◆ Brief
Your output must match the records below character for character.

##### Entries provided #####

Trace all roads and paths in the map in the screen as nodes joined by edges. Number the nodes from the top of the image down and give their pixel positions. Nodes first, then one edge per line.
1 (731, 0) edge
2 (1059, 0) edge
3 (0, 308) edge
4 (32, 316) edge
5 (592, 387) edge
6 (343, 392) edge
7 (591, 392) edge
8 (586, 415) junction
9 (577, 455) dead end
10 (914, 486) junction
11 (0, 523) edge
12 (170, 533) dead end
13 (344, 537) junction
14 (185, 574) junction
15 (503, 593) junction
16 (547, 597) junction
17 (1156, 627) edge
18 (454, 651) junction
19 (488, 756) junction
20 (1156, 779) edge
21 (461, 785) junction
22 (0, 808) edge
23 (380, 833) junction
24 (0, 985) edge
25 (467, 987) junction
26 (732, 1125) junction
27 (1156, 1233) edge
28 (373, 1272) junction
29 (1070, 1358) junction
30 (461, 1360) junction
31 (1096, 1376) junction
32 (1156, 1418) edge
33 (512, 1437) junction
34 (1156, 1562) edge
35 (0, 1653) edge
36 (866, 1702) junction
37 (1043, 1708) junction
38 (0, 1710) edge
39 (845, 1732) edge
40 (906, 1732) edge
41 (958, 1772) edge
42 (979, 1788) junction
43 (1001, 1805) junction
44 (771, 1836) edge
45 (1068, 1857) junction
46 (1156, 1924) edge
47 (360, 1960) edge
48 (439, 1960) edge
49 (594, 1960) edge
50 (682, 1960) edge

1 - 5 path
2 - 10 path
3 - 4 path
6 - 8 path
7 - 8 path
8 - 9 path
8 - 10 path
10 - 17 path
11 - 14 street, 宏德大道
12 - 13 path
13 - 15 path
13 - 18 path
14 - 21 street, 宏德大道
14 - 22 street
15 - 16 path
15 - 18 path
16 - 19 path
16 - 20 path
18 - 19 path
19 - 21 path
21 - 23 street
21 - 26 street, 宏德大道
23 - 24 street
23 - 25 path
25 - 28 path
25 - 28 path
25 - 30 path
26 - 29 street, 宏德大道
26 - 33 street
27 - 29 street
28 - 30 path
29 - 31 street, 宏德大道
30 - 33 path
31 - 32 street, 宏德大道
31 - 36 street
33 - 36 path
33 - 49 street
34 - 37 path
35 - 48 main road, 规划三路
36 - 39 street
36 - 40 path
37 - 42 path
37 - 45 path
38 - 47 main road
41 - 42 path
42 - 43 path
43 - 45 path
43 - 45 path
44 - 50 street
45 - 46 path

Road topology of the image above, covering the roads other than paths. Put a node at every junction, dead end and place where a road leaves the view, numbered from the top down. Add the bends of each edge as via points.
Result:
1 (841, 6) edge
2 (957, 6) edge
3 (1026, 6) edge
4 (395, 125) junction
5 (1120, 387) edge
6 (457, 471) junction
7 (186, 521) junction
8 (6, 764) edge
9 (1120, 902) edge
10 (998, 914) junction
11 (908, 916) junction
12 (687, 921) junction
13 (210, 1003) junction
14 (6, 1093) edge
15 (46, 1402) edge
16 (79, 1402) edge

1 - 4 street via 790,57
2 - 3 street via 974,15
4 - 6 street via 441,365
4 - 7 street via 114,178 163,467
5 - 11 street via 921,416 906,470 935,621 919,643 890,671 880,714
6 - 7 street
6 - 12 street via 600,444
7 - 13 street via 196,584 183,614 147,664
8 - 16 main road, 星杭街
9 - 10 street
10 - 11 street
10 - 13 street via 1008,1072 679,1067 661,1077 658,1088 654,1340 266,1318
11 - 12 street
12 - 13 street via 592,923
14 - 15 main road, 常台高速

#####

◆ Answer for the task
Trace all roads and paths in the map in the screen as nodes joined by edges. Number the nodes from the top of the image down and give their pixel positions. Nodes first, then one edge per line.
1 (731, 0) edge
2 (1059, 0) edge
3 (0, 308) edge
4 (32, 316) edge
5 (592, 387) edge
6 (343, 392) edge
7 (591, 392) edge
8 (586, 415) junction
9 (577, 455) dead end
10 (914, 486) junction
11 (0, 523) edge
12 (170, 533) dead end
13 (344, 537) junction
14 (185, 574) junction
15 (503, 593) junction
16 (547, 597) junction
17 (1156, 627) edge
18 (454, 651) junction
19 (488, 756) junction
20 (1156, 779) edge
21 (461, 785) junction
22 (0, 808) edge
23 (380, 833) junction
24 (0, 985) edge
25 (467, 987) junction
26 (732, 1125) junction
27 (1156, 1233) edge
28 (373, 1272) junction
29 (1070, 1358) junction
30 (461, 1360) junction
31 (1096, 1376) junction
32 (1156, 1418) edge
33 (512, 1437) junction
34 (1156, 1562) edge
35 (0, 1653) edge
36 (866, 1702) junction
37 (1043, 1708) junction
38 (0, 1710) edge
39 (845, 1732) edge
40 (906, 1732) edge
41 (958, 1772) edge
42 (979, 1788) junction
43 (1001, 1805) junction
44 (771, 1836) edge
45 (1068, 1857) junction
46 (1156, 1924) edge
47 (360, 1960) edge
48 (439, 1960) edge
49 (594, 1960) edge
50 (682, 1960) edge

1 - 5 path
2 - 10 path
3 - 4 path
6 - 8 path
7 - 8 path
8 - 9 path
8 - 10 path
10 - 17 path
11 - 14 street, 宏德大道
12 - 13 path
13 - 15 path
13 - 18 path
14 - 21 street, 宏德大道
14 - 22 street
15 - 16 path
15 - 18 path
16 - 19 path
16 - 20 path
18 - 19 path
19 - 21 path
21 - 23 street
21 - 26 street, 宏德大道
23 - 24 street
23 - 25 path
25 - 28 path
25 - 28 path
25 - 30 path
26 - 29 street, 宏德大道
26 - 33 street
27 - 29 street
28 - 30 path
29 - 31 street, 宏德大道
30 - 33 path
31 - 32 street, 宏德大道
31 - 36 street
33 - 36 path
33 - 49 street
34 - 37 path
35 - 48 main road, 规划三路
36 - 39 street
36 - 40 path
37 - 42 path
37 - 45 path
38 - 47 main road
41 - 42 path
42 - 43 path
43 - 45 path
43 - 45 path
44 - 50 street
45 - 46 path

Road topology of the image above, covering the roads other than paths. Put a node at every junction, dead end and place where a road leaves the view, numbered from the top down. Add the bends of each edge as via points.
Result:
1 (841, 6) edge
2 (957, 6) edge
3 (1026, 6) edge
4 (395, 125) junction
5 (1120, 387) edge
6 (457, 471) junction
7 (186, 521) junction
8 (6, 764) edge
9 (1120, 902) edge
10 (998, 914) junction
11 (908, 916) junction
12 (687, 921) junction
13 (210, 1003) junction
14 (6, 1093) edge
15 (46, 1402) edge
16 (79, 1402) edge

1 - 4 street via 790,57
2 - 3 street via 974,15
4 - 6 street via 441,365
4 - 7 street via 114,178 163,467
5 - 11 street via 921,416 906,470 935,621 919,643 890,671 880,714
6 - 7 street
6 - 12 street via 600,444
7 - 13 street via 196,584 183,614 147,664
8 - 16 main road, 星杭街
9 - 10 street
10 - 11 street
10 - 13 street via 1008,1072 679,1067 661,1077 658,1088 654,1340 266,1318
11 - 12 street
12 - 13 street via 592,923
14 - 15 main road, 常台高速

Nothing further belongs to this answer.